Nico, I love Toscanos, but I learned about them in one of the many times I 've driven from the UK, through Italy, to Greece (and vc. vs.). I now see them on sale in all proper tobacco shops in both the UK and Greece, so somebody must be smoking them apart from me. They are rough, strong but they are also a terrific smoke.
 
With coffee on the outside patio at Starbucks or my favorite cafe. Sometimes in the swing on our patio. Never just to have a smoke, it's usually associated with relaxing. I usually end up throwing away a third of a pack of stale cigs. Oh, and always with a Zippo. No Zippo, no smoke.
 
"A pack of smokers" That's good George.

Any time I want a smoke I picture myself wheeling around an oxygen tank with a mask. Not a sexy look.
 
I smoked many years ago. As much as I liked it, I figured it was not part of a recipe for a long life so I gave it up! Knowing a few people that were killed by smoking further motivated me.
 
aren't the first two choices the same?

aren't the first two choices the same?

and shouldn't one of the them be simply "Never"?
 
I quit cold turkey (no substitutes) on September 2005 after 25 years of smoking like a chimney. Smoking was the stupidest thing I ever did. I wish I had never started. But hey! After a year and a half, I have never felt better in my life. At this point I could probably run to the top of Mount Everest and still have energy to cut the lawn when I got back.

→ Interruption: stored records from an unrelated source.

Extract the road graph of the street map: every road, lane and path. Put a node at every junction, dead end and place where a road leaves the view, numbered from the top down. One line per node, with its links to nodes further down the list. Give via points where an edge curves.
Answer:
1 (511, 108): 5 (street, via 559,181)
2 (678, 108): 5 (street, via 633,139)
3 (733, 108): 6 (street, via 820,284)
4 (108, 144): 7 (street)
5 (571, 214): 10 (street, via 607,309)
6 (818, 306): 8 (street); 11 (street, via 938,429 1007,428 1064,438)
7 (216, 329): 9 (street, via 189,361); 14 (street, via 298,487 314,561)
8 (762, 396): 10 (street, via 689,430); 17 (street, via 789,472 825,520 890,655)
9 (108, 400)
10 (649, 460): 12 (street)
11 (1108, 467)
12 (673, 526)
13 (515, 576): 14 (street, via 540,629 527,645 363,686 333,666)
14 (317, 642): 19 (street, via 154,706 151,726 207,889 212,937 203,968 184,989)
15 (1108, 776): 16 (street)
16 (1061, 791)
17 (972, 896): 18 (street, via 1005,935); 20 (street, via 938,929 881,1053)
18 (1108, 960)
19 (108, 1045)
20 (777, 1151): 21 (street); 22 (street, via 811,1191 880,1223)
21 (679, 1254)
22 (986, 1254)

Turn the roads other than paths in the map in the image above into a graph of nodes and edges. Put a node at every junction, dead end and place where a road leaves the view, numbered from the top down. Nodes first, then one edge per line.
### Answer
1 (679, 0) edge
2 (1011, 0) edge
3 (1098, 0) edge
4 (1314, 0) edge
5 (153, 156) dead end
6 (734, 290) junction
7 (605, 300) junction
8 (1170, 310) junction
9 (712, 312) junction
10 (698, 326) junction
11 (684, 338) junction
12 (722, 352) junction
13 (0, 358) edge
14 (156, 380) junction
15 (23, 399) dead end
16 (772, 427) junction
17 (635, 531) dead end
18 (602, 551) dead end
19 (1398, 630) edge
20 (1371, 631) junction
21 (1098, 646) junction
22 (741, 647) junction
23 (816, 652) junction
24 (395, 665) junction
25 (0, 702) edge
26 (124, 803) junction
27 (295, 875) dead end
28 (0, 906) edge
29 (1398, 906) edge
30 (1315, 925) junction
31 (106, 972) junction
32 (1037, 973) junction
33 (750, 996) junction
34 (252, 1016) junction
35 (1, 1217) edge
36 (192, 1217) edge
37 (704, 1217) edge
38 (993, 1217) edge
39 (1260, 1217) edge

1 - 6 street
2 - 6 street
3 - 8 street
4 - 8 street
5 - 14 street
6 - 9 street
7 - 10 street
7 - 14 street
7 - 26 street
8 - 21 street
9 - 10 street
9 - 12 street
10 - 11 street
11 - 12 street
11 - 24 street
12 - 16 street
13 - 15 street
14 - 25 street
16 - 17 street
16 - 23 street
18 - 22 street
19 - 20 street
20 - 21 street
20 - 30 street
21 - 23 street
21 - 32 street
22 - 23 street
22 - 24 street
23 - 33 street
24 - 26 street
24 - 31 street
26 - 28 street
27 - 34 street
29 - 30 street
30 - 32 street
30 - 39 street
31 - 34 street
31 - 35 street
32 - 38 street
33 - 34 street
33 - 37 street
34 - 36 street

If you want to quit, just do it. It's easier than it sounds. Anybody that says it's an addiction is on crack. It's not a physical addiction . . . it's a habit. It's not the chemicals . . . it's the comfort of the ritual. Break the ritual and do something different. Don't forget to reward yourself each time you fail to smoke.

Oh BTW . . . I have absolutely no cravings to smoke, even when around smokers. I now think it smells like burning buffalo dung.